### WORK ITEM
How many lines of these entries hold the string "Brasil"? Answer with the number alone.

=== Begin Enclosure ===

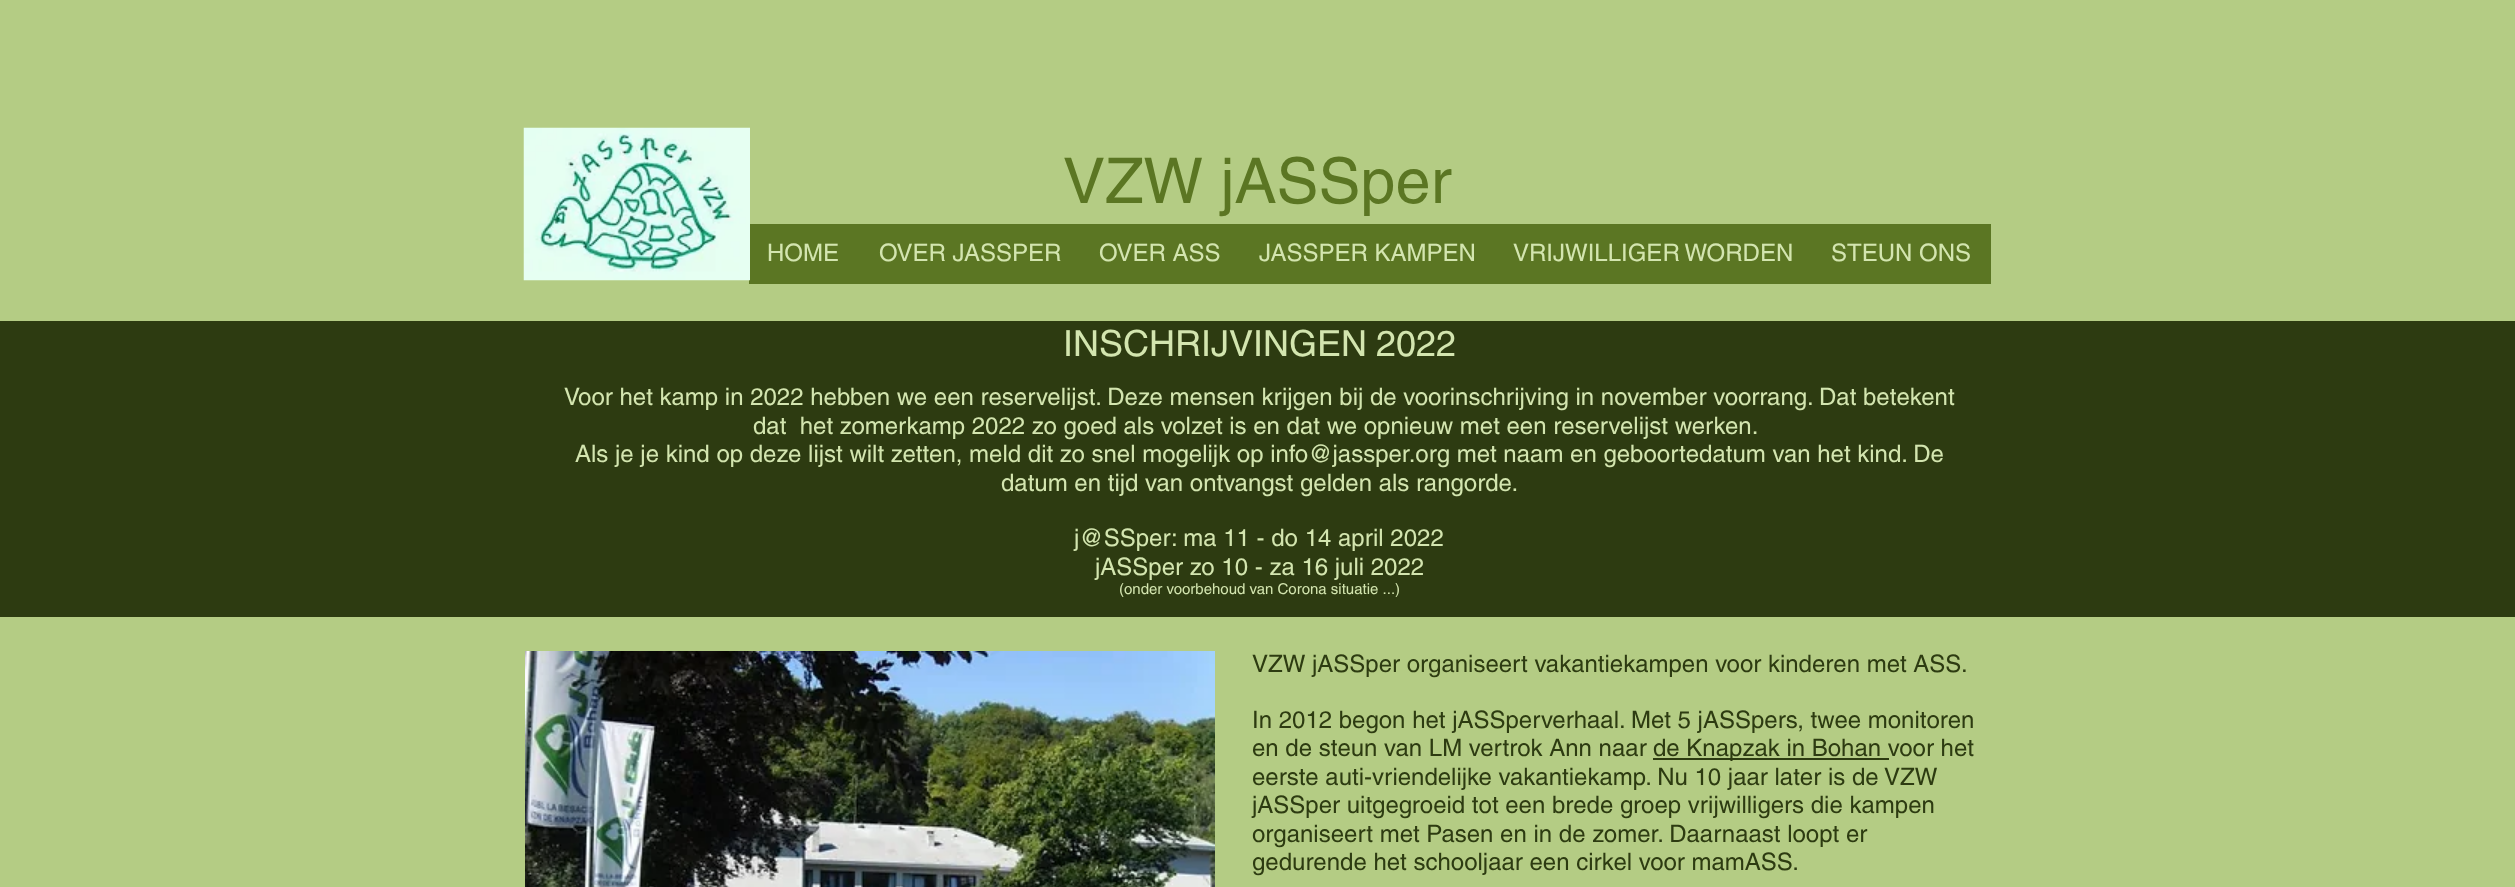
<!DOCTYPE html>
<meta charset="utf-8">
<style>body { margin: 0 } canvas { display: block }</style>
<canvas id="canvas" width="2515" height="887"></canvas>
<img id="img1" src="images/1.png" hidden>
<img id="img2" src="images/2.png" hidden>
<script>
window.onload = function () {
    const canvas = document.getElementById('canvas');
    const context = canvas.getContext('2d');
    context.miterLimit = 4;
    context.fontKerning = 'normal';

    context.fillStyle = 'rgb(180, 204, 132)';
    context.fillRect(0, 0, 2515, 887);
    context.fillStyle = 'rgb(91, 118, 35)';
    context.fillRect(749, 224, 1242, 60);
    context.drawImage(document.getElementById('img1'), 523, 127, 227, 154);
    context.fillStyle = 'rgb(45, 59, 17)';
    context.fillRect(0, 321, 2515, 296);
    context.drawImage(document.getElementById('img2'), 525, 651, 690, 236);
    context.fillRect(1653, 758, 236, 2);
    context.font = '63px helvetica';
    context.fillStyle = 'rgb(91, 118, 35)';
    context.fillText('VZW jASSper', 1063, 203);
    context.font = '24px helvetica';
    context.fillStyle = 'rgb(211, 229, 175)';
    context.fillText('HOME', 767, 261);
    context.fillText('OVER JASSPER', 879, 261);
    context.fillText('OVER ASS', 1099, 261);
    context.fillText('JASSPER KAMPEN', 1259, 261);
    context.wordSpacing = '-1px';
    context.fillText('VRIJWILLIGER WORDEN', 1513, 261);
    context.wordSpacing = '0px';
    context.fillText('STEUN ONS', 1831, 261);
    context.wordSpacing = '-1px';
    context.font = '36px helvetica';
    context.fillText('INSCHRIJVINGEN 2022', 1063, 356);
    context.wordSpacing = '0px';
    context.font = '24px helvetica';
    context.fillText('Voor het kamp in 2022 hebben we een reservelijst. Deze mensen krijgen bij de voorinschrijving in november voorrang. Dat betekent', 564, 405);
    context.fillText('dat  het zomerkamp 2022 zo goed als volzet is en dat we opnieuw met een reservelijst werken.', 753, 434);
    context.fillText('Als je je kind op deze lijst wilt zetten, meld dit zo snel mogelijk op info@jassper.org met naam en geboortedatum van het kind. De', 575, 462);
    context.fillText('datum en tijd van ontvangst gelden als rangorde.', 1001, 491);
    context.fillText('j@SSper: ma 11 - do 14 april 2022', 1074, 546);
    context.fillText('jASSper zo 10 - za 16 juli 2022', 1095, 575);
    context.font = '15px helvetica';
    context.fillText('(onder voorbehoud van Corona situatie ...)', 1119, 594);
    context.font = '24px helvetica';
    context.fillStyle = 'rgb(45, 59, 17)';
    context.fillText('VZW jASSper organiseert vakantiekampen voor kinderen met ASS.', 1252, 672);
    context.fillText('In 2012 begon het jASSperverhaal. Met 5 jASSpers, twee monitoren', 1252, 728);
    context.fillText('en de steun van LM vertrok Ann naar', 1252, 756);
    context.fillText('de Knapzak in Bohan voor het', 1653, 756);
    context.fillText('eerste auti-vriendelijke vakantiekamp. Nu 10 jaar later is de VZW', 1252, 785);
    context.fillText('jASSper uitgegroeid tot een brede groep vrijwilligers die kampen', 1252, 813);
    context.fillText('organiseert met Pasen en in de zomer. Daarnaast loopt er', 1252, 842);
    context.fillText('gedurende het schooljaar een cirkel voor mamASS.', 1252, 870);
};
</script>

=== End Enclosure ===
=== Begin Enclosure ===

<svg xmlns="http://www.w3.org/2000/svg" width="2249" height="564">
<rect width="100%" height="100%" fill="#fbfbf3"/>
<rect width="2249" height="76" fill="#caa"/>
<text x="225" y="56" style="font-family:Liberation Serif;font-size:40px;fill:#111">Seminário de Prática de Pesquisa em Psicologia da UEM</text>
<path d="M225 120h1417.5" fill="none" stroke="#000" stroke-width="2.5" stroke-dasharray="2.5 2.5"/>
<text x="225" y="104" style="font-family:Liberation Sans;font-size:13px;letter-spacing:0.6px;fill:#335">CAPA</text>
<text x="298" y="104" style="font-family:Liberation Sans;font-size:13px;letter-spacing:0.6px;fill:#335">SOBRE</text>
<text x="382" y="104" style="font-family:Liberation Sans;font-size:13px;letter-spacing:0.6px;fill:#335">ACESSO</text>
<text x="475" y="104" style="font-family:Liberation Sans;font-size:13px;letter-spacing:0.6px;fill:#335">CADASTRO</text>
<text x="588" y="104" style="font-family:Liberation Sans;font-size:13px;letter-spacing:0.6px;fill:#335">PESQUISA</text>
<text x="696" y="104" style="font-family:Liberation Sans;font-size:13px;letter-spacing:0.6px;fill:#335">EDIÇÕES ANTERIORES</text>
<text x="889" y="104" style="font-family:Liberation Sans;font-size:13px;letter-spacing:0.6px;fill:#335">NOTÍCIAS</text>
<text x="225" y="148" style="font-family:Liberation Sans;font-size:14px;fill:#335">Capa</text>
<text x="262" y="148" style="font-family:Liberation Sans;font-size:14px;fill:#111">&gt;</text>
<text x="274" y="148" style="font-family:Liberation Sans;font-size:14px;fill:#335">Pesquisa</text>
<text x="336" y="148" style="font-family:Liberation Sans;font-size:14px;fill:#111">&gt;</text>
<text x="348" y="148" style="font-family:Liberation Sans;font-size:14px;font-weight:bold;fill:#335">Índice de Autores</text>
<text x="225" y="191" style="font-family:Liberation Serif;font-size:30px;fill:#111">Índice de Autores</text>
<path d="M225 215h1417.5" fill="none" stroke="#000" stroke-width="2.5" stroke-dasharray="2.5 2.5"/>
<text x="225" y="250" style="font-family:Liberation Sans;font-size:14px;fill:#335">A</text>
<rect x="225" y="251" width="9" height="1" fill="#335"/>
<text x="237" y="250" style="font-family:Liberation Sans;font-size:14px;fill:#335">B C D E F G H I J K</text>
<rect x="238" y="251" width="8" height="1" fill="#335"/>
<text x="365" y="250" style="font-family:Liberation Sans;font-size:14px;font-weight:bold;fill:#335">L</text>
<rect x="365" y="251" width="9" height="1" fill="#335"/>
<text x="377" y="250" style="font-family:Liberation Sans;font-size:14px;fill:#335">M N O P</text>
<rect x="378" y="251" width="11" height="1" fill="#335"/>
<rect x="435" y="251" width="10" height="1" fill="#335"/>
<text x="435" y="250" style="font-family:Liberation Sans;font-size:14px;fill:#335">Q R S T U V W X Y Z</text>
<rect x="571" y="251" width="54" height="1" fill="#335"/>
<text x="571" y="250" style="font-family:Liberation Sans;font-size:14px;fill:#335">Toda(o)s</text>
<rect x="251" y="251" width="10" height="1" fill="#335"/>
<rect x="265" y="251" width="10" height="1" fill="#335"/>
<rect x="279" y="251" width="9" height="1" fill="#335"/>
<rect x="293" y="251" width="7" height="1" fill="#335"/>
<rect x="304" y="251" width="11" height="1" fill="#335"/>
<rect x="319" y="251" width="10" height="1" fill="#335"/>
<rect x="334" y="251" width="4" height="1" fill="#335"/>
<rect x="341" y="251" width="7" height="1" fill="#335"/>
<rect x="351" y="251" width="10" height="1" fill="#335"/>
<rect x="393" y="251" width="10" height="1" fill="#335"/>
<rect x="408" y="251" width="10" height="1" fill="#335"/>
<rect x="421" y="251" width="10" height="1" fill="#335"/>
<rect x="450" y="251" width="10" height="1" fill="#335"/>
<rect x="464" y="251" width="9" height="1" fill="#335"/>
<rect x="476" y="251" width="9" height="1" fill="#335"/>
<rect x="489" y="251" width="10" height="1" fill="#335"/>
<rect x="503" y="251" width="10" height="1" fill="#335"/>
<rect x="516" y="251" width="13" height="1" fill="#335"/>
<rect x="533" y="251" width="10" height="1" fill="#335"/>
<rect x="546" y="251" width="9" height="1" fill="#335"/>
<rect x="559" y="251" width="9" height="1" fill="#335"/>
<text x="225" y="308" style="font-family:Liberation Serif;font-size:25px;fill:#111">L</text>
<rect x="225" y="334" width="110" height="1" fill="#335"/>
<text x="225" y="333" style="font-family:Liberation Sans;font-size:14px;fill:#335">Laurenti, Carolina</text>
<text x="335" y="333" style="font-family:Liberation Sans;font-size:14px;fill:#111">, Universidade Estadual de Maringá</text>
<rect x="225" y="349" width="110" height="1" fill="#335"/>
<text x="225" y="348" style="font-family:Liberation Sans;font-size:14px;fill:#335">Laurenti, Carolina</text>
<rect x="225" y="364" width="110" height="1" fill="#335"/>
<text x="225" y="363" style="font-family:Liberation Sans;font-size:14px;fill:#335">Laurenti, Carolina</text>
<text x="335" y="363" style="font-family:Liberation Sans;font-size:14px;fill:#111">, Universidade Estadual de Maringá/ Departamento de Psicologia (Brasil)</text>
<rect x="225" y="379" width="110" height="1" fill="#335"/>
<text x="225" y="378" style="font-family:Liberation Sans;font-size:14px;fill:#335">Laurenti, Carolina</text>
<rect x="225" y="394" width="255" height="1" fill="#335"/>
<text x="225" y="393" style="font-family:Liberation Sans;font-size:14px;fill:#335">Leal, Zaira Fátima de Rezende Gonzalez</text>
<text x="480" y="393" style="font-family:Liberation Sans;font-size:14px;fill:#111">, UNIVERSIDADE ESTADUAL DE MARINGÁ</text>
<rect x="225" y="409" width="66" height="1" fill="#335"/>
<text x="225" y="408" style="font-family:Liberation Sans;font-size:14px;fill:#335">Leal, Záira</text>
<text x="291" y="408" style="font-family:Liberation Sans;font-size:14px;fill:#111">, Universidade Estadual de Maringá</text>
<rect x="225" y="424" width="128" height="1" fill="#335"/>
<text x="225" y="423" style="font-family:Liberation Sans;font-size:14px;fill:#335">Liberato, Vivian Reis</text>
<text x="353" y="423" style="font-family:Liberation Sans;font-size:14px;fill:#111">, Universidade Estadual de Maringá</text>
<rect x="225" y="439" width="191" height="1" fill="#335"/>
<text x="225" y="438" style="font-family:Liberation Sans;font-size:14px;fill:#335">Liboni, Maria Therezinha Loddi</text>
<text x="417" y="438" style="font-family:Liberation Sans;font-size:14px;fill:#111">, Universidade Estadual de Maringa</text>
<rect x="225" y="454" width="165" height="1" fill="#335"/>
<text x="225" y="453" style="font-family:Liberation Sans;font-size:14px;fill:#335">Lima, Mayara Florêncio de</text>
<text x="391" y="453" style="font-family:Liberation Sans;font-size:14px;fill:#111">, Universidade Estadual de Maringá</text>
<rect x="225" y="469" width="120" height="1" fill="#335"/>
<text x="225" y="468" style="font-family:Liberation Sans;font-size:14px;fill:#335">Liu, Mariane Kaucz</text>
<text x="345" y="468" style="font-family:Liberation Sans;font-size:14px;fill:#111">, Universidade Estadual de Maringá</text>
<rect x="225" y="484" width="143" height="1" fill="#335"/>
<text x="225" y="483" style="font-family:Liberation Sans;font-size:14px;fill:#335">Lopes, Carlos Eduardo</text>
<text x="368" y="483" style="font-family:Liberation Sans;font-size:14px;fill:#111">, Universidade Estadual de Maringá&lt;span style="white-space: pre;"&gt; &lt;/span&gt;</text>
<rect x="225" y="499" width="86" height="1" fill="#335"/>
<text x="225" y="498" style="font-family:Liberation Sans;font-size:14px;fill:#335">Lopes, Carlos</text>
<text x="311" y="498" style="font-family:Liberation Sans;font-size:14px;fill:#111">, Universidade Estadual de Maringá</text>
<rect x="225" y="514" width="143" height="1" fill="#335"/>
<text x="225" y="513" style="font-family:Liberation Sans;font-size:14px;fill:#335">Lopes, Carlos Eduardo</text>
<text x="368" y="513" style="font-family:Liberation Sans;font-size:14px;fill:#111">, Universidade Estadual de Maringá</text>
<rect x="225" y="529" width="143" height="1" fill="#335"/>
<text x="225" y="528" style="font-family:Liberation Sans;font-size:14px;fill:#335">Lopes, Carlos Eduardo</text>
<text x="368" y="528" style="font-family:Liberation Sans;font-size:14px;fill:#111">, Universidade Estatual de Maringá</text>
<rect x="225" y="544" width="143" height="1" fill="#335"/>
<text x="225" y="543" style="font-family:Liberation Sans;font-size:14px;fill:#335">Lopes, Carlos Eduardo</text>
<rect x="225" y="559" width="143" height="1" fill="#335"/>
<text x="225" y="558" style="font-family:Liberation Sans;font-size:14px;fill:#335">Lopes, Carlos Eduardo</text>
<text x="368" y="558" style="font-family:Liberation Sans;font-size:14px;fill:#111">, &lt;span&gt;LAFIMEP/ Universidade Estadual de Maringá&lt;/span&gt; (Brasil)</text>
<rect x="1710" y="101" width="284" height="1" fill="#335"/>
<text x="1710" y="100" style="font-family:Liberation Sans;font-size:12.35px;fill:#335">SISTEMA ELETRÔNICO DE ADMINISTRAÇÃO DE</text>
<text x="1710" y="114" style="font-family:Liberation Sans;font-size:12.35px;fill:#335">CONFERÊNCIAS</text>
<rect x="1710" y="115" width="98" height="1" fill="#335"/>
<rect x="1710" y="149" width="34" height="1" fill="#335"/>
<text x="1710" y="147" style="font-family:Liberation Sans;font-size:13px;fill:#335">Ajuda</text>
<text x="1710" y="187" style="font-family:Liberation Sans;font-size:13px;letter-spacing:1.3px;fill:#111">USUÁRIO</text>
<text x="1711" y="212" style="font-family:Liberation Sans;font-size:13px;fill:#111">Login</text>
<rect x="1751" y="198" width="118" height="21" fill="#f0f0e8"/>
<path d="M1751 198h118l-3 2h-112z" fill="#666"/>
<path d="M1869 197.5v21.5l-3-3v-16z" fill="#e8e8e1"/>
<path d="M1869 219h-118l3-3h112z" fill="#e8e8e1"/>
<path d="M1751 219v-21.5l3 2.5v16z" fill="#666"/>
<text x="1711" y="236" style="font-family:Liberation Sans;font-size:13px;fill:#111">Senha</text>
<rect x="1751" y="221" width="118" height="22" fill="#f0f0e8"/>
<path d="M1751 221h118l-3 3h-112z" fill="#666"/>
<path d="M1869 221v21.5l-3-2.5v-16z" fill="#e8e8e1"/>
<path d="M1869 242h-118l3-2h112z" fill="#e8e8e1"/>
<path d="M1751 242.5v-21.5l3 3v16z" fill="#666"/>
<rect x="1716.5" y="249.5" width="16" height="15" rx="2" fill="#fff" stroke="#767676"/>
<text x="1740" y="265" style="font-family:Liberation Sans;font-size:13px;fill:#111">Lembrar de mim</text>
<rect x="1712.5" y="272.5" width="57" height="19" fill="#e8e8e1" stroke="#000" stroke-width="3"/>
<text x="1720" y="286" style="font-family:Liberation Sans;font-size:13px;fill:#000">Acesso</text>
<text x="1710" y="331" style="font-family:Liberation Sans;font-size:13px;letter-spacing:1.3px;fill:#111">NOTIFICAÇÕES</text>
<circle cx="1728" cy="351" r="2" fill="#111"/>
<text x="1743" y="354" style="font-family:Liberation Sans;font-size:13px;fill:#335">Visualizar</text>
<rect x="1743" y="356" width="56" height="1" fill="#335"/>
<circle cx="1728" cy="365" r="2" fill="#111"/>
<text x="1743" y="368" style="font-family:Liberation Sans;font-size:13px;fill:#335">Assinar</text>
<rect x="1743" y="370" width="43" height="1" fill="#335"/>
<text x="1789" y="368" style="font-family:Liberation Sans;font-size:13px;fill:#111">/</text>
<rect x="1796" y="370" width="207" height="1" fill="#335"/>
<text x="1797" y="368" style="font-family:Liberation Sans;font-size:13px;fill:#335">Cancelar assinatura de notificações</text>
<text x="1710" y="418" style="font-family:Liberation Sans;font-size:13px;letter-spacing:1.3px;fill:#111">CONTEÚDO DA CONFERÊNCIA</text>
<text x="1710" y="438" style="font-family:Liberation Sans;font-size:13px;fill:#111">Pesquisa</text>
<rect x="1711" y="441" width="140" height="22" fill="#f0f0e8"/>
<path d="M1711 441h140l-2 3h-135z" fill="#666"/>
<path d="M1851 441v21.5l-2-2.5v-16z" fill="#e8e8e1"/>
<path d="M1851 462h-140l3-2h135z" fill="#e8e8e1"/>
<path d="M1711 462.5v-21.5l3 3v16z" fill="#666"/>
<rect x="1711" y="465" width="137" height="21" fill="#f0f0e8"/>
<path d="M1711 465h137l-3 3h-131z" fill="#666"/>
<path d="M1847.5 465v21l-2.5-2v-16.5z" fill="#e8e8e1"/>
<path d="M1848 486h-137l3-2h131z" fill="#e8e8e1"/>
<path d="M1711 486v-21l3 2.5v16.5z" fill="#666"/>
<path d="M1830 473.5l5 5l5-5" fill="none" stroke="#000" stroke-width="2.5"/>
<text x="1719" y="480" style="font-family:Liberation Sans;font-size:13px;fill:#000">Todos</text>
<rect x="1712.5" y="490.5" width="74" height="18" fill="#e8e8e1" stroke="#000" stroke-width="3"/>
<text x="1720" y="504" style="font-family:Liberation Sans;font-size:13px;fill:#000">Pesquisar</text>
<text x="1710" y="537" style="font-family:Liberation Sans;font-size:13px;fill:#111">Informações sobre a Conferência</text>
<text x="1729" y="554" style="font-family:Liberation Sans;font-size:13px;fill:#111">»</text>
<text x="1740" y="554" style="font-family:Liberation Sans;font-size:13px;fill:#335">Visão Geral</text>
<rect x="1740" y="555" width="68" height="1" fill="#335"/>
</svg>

=== End Enclosure ===

### RESULT
2